- _WHAT THE TASK ASKS_
Within the data below, copy each line where the string "Almirante" is found.

- _INPUT RECORDS_
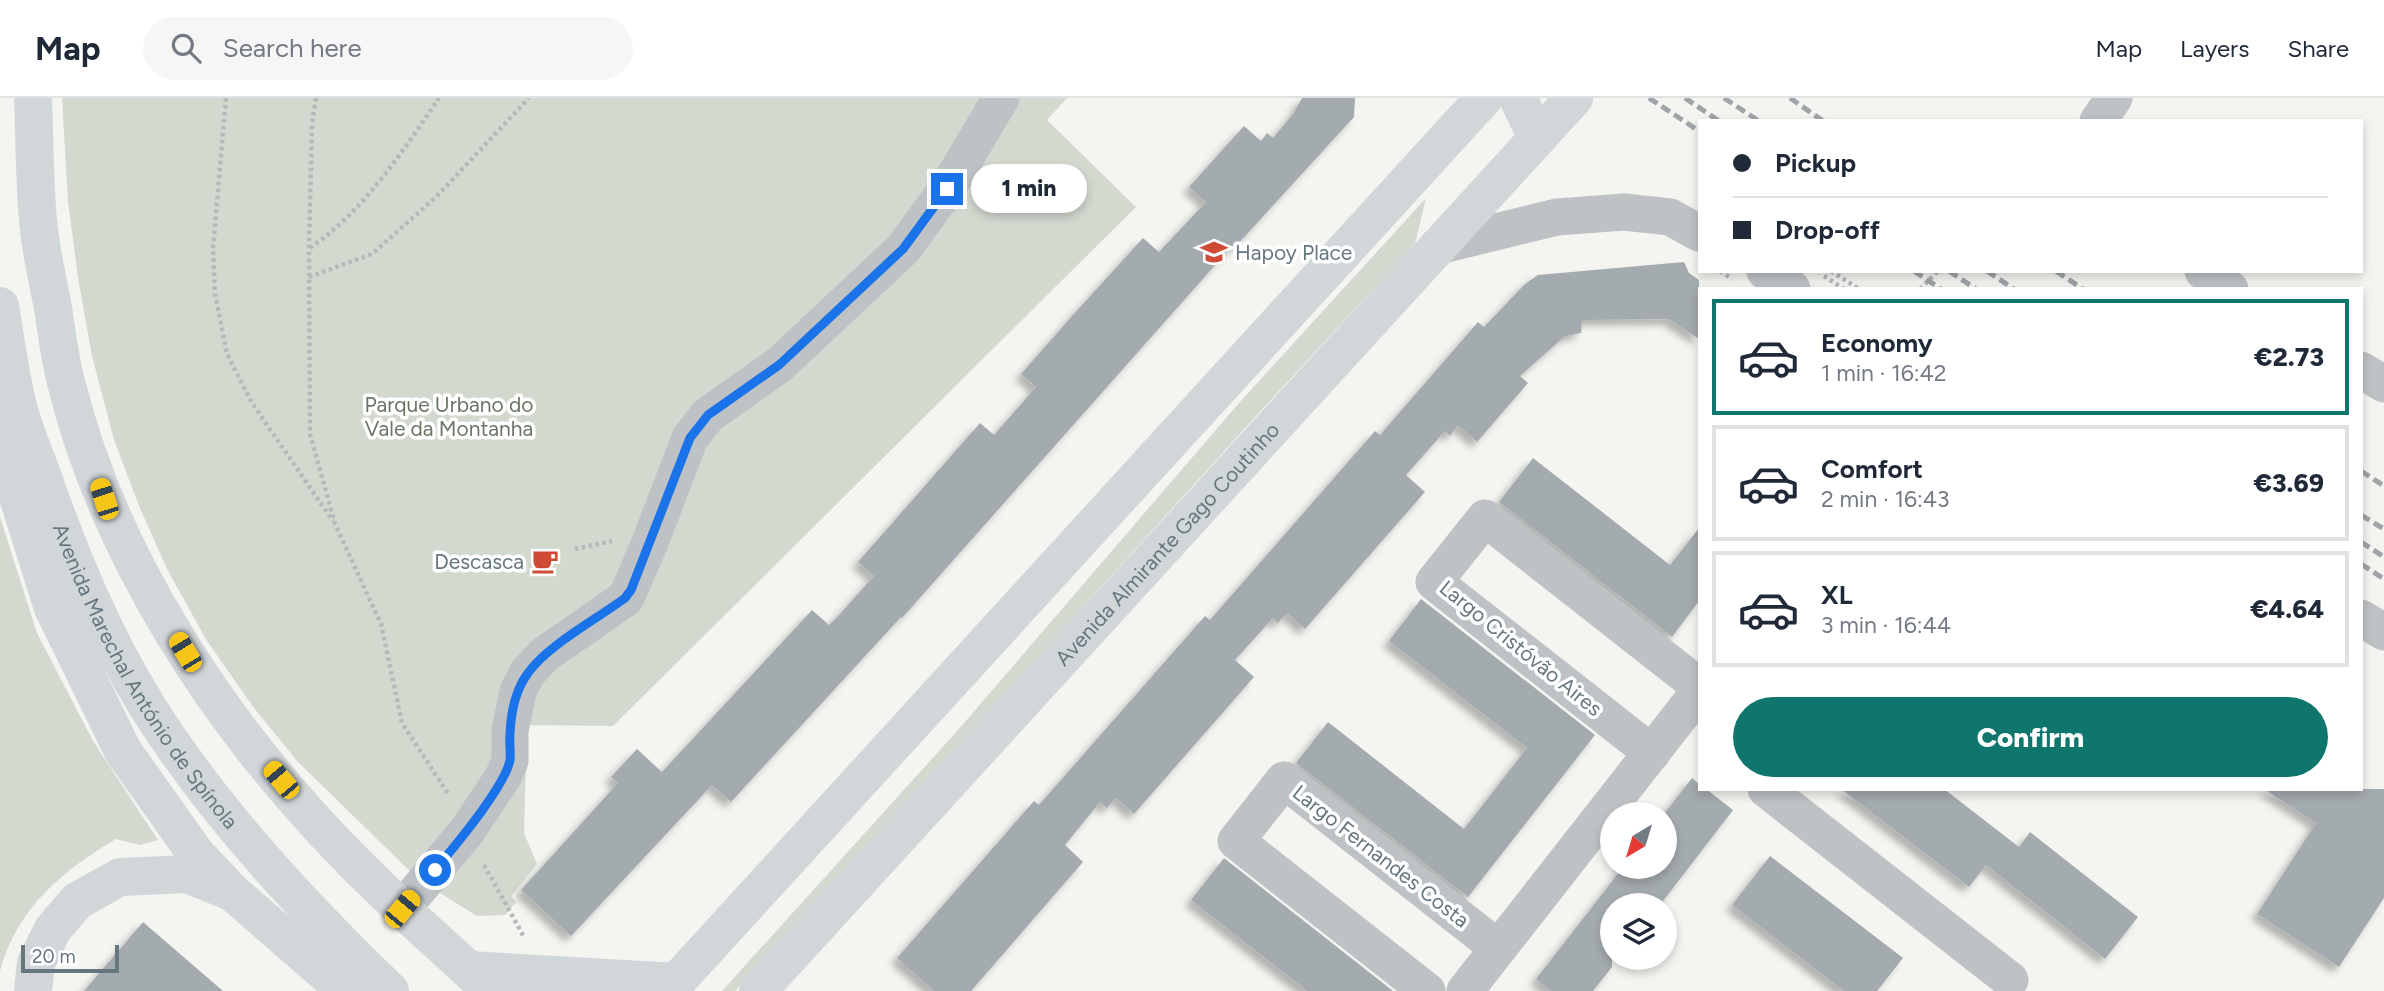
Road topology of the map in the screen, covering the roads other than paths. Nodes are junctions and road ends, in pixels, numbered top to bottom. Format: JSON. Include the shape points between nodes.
{"nodes":[{"id":1,"x":33,"y":98,"type":"edge"},
{"id":2,"x":1001,"y":98,"type":"edge"},
{"id":3,"x":1484,"y":98,"type":"edge"},
{"id":4,"x":1518,"y":98,"type":"edge"},
{"id":5,"x":1574,"y":98,"type":"edge"},
{"id":6,"x":2114,"y":98,"type":"edge"},
{"id":7,"x":2099,"y":119,"type":"edge"},
{"id":8,"x":1537,"y":138,"type":"junction"},
{"id":9,"x":1698,"y":232,"type":"edge"},
{"id":10,"x":1438,"y":247,"type":"junction"},
{"id":11,"x":1768,"y":273,"type":"edge"},
{"id":12,"x":2206,"y":273,"type":"edge"},
{"id":13,"x":1789,"y":287,"type":"edge"},
{"id":14,"x":2227,"y":287,"type":"edge"},
{"id":15,"x":0,"y":306,"type":"edge"},
{"id":16,"x":2363,"y":371,"type":"edge"},
{"id":17,"x":2384,"y":384,"type":"edge"},
{"id":18,"x":0,"y":428,"type":"edge"},
{"id":19,"x":1698,"y":685,"type":"edge"},
{"id":20,"x":1698,"y":695,"type":"edge"},
{"id":21,"x":1688,"y":728,"type":"edge"},
{"id":22,"x":1652,"y":752,"type":"junction"},
{"id":23,"x":1769,"y":791,"type":"edge"},
{"id":24,"x":232,"y":892,"type":"junction"},
{"id":25,"x":402,"y":909,"type":"junction"},
{"id":26,"x":1486,"y":976,"type":"edge"},
{"id":27,"x":480,"y":980,"type":"edge"},
{"id":28,"x":2010,"y":980,"type":"dead end"},
{"id":29,"x":672,"y":987,"type":"edge"},
{"id":30,"x":33,"y":991,"type":"edge"},
{"id":31,"x":346,"y":991,"type":"edge"},
{"id":32,"x":390,"y":991,"type":"edge"},
{"id":33,"x":758,"y":991,"type":"edge"},
{"id":34,"x":1427,"y":991,"type":"edge"}],
"edges":[{"from":1,"to":25,"type":"main road","name":"Avenida Marechal António de Spínola","via":[[41,244],[67,386],[104,499],[149,592],[246,740],[336,844]]},
{"from":2,"to":25,"type":"street","via":[[947,189],[903,249],[779,365],[708,415],[690,438],[625,598],[544,655],[528,673],[518,691],[510,761],[503,777],[467,831]]},
{"from":3,"to":29,"type":"main road"},
{"from":4,"to":8,"type":"main road"},
{"from":5,"to":8,"type":"main road","name":"Avenida Almirante Gago Coutinho"},
{"from":6,"to":7,"type":"street"},
{"from":8,"to":10,"type":"main road","name":"Avenida Almirante Gago Coutinho"},
{"from":9,"to":10,"type":"street","via":[[1670,217],[1623,212],[1557,217]]},
{"from":10,"to":33,"type":"main road","name":"Avenida Almirante Gago Coutinho"},
{"from":11,"to":13,"type":"street"},
{"from":12,"to":14,"type":"street"},
{"from":15,"to":32,"type":"main road","name":"Avenida Marechal António de Spínola","via":[[19,409],[58,521],[98,618],[141,695],[246,838]]},
{"from":16,"to":17,"type":"street"},
{"from":18,"to":24,"type":"main road","via":[[53,608],[123,751],[196,854]]},
{"from":19,"to":22,"type":"street","name":"Largo Cristóvão Aires","via":[[1485,517],[1434,582]]},
{"from":20,"to":21,"type":"street"},
{"from":21,"to":22,"type":"street"},
{"from":22,"to":26,"type":"street"},
{"from":23,"to":28,"type":"street"},
{"from":24,"to":30,"type":"main road","via":[[187,874],[120,877],[77,901],[53,929],[36,963]]},
{"from":24,"to":31,"type":"main road"},
{"from":25,"to":27,"type":"main road","name":"Avenida Marechal António de Spínola"},
{"from":26,"to":34,"type":"street","name":"Largo Fernandes Costa","via":[[1284,780],[1236,841]]},
{"from":27,"to":29,"type":"main road"}]}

- _SOLUTION FOR THIS PROBLEM_
{"from":5,"to":8,"type":"main road","name":"Avenida Almirante Gago Coutinho"},
{"from":8,"to":10,"type":"main road","name":"Avenida Almirante Gago Coutinho"},
{"from":10,"to":33,"type":"main road","name":"Avenida Almirante Gago Coutinho"},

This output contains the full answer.